■ EXTRACTED DATA
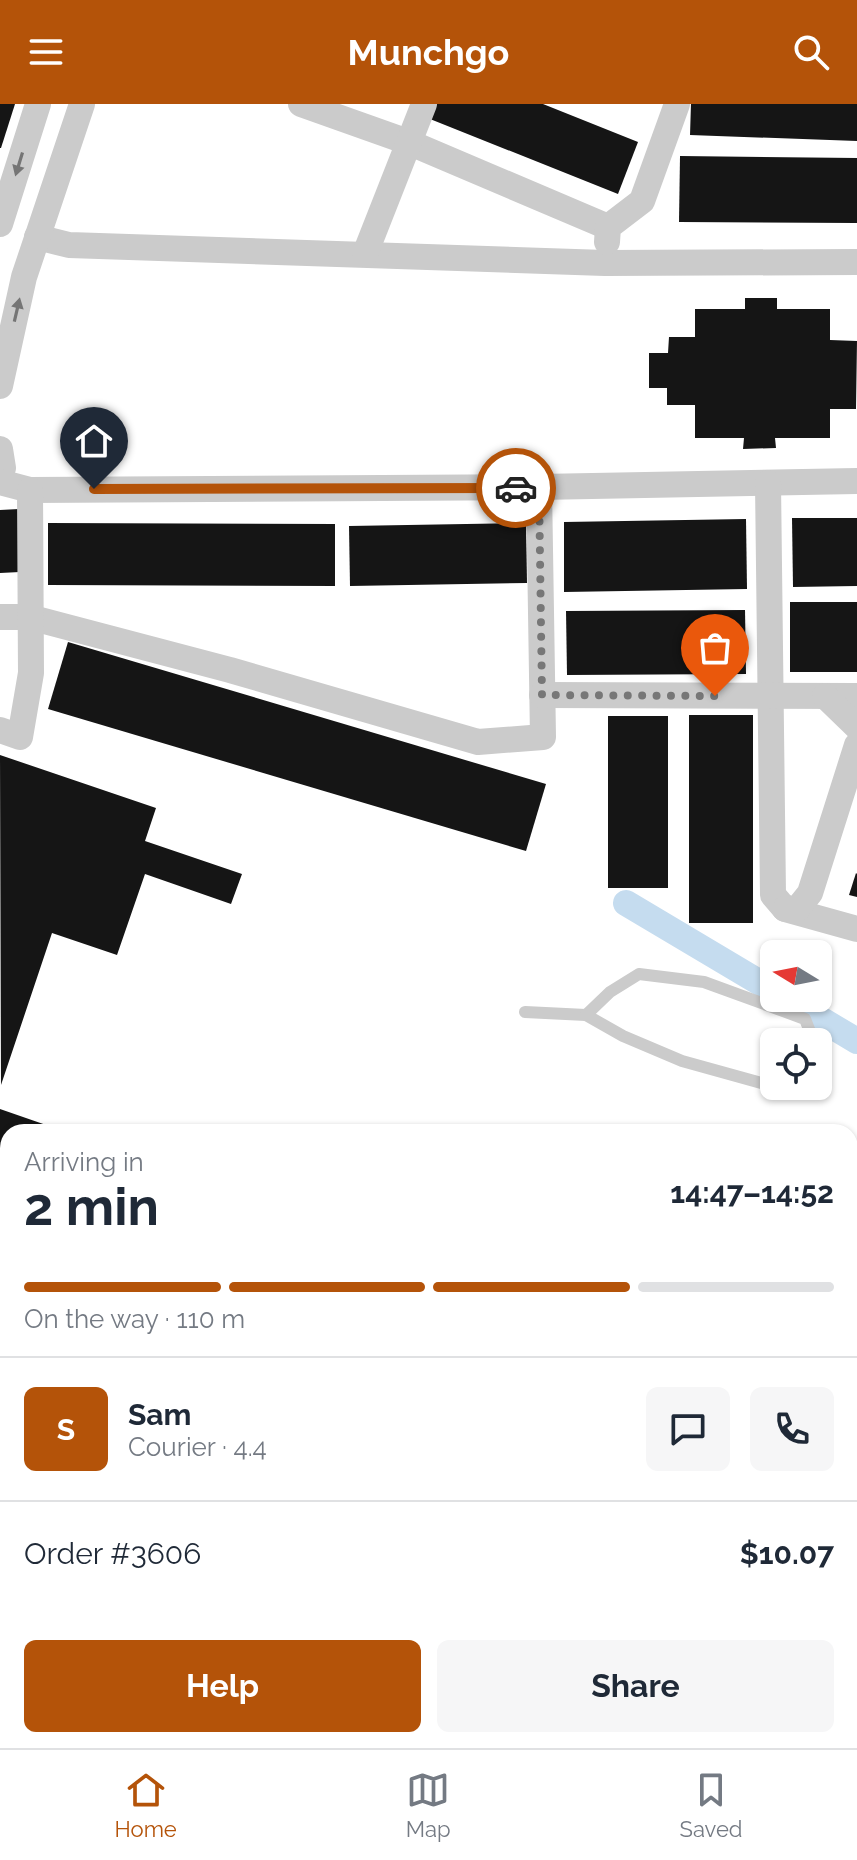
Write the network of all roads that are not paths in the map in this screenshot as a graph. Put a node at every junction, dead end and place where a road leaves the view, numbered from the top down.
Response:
1 (38, 104) edge
2 (82, 104) edge
3 (301, 104) edge
4 (424, 104) edge
5 (677, 104) edge
6 (408, 142) junction
7 (0, 224) edge
8 (608, 227) junction
9 (37, 237) junction
10 (365, 254) junction
11 (857, 262) edge
12 (605, 263) junction
13 (0, 386) edge
14 (0, 449) edge
15 (0, 480) edge
16 (857, 481) edge
17 (768, 483) junction
18 (539, 487) junction
19 (30, 490) junction
20 (0, 617) edge
21 (29, 617) junction
22 (542, 695) junction
23 (772, 696) junction
24 (825, 696) junction
25 (857, 696) edge
26 (857, 727) edge
27 (0, 730) edge
28 (857, 745) edge
29 (785, 909) junction
30 (857, 929) edge
31 (525, 1012) dead end
32 (586, 1015) junction
33 (809, 1028) edge
34 (760, 1083) edge

1 -> 7 street
2 - 9 street
3 - 6 street
4 - 6 street
5 - 8 street
6 - 8 street
6 - 10 street
8 - 12 street
9 - 10 street
13 -> 9 street
10 - 12 street
11 - 12 street
14 - 15 street
15 - 19 street
16 - 17 street
17 - 18 street
17 - 23 street
18 - 19 street
18 - 22 street
19 - 21 street
20 - 21 street
21 - 22 street
21 - 27 street
22 - 23 street
23 - 24 street
23 - 29 street
24 - 25 street
24 - 26 street
28 - 29 street
29 - 30 street
31 - 32 lane
32 - 33 lane
32 - 34 lane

■ PROBLEM DETAILS
With the pictures set aside, copy each line above as written.

■ OUTPUT
Write the network of all roads that are not paths in the map in this screenshot as a graph. Put a node at every junction, dead end and place where a road leaves the view, numbered from the top down.
Response:
1 (38, 104) edge
2 (82, 104) edge
3 (301, 104) edge
4 (424, 104) edge
5 (677, 104) edge
6 (408, 142) junction
7 (0, 224) edge
8 (608, 227) junction
9 (37, 237) junction
10 (365, 254) junction
11 (857, 262) edge
12 (605, 263) junction
13 (0, 386) edge
14 (0, 449) edge
15 (0, 480) edge
16 (857, 481) edge
17 (768, 483) junction
18 (539, 487) junction
19 (30, 490) junction
20 (0, 617) edge
21 (29, 617) junction
22 (542, 695) junction
23 (772, 696) junction
24 (825, 696) junction
25 (857, 696) edge
26 (857, 727) edge
27 (0, 730) edge
28 (857, 745) edge
29 (785, 909) junction
30 (857, 929) edge
31 (525, 1012) dead end
32 (586, 1015) junction
33 (809, 1028) edge
34 (760, 1083) edge

1 -> 7 street
2 - 9 street
3 - 6 street
4 - 6 street
5 - 8 street
6 - 8 street
6 - 10 street
8 - 12 street
9 - 10 street
13 -> 9 street
10 - 12 street
11 - 12 street
14 - 15 street
15 - 19 street
16 - 17 street
17 - 18 street
17 - 23 street
18 - 19 street
18 - 22 street
19 - 21 street
20 - 21 street
21 - 22 street
21 - 27 street
22 - 23 street
23 - 24 street
23 - 29 street
24 - 25 street
24 - 26 street
28 - 29 street
29 - 30 street
31 - 32 lane
32 - 33 lane
32 - 34 lane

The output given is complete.